A corrida pela transformação digital acelerou o consumo de cloud computing em escala global e junto com a expansão da nuvem, surgiu o desafio de controlar custos, gerar eficiência operacional e garantir previsibilidade financeira em ambientes cada vez mais complexos.
Os investimentos globais em cloud computing devem ultrapassar US$ 1 trilhão em 2026, impulsionados principalmente pela expansão da Inteligência Artificial, automação e análise de dados em tempo real. Segundo dados do setor, apenas 43% das organizações possuem rastreamento detalhado de despesas cloud por times, produtos ou serviços criando ambientes de expansão tecnológica sem governança financeira.

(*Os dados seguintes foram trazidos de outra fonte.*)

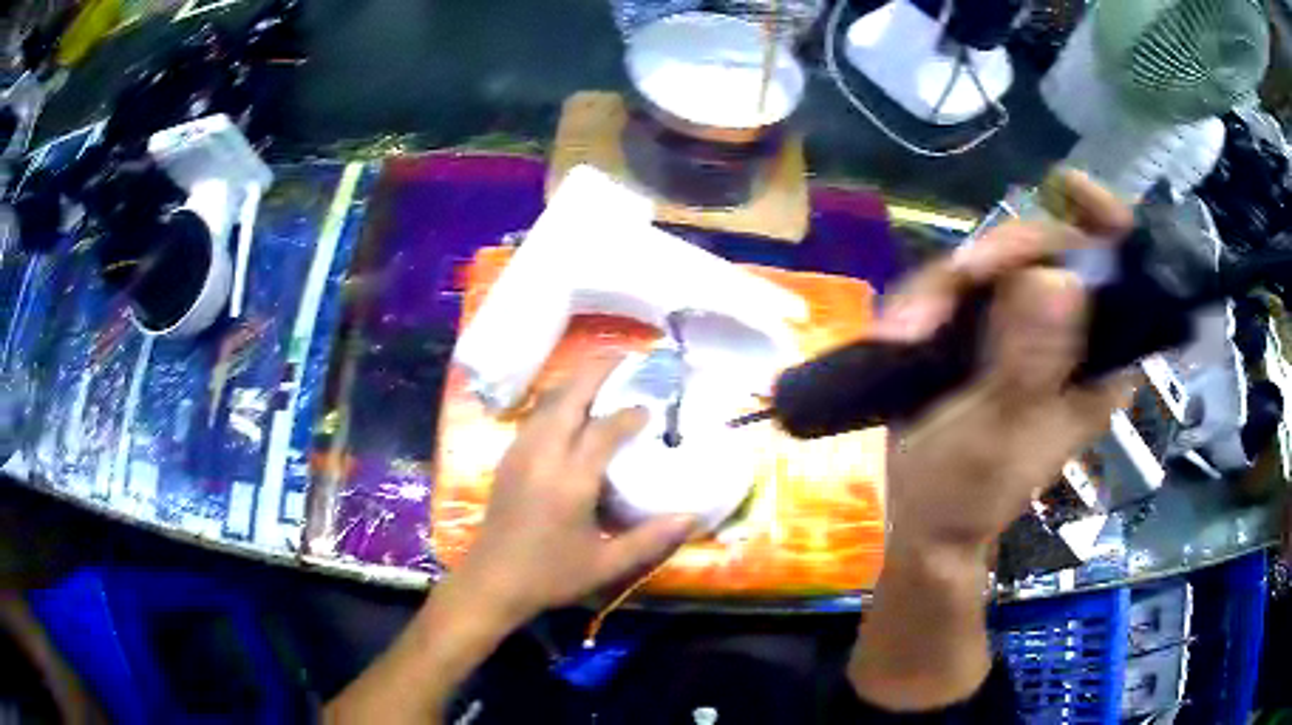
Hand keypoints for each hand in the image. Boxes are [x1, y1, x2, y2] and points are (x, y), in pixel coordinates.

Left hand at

Com a conscientização do Cloud Value Management, as empresas deixam de medir apenas redução de custos e passam a analisar o retorno estratégico gerado pela infraestrutura. O mercado caminha para um modelo em que eficiência financeira será tão importante quanto inovação tecnológica.
O avanço da IA elevou o desperdício em cloud
O relatório “State of the Cloud 2026”, da Flexera, mostrou que o desperdício estimado em cloud chegou a 29% dos investimentos totais, revertendo uma tendência de queda observada nos últimos cinco anos. O principal fator apontado foi o crescimento acelerado das cargas de Inteligência Artificial. O dado revela um novo cenário para empresas orientadas por IA de que é preciso garantir governança financeira sobre GPUs, processamento, inferência e armazenamento em escala.
Em 2026, a FinOps Foundation anunciou uma mudança histórica em sua missão e deixou de “gerenciar o valor da cloud” para “gerenciar o valor da tecnologia”. Paralelamente, muitas organizações estão abandonando o conceito de “cloud para tudo” e adotando um modelo mais pragmático, no qual workloads são distribuídos conforme custo, performance e eficiência operacional.
FinOps no mercado financeiro brasileiro
Poucos segmentos sentem tanto o impacto da transformação digital quanto o setor financeiro. Bancos, fintechs, seguradoras e empresas de meios de pagamento operam hoje em um ambiente de alta demanda computacional principalmente por causa do Pìx e Open Finance com pagamentos instantâneos, análise antifraude em tempo real e hiperpersonalização da experiência do cliente.
O Banco do Brasil tornou-se um dos exemplos mais relevantes de modernização tecnológica no setor financeiro nacional. O banco opera com estratégia multi-cloud, combinando nuvem privada com os principais provedores globais de cloud computing para equilibrar performance, escala, segurança, compliance e eficiência operacional. A instituição também acelerou o uso de inteligência artificial em onboarding digital, biometria facial, prevenção à fraude, análise automatizada e hiperpersonalização da experiência do cliente. Com cerca de 33 milhões de clientes utilizando o aplicativo mensalmente, o banco passou a tratar eficiência computacional e governança cloud como temas estratégicos para sustentar crescimento digital em larga escala.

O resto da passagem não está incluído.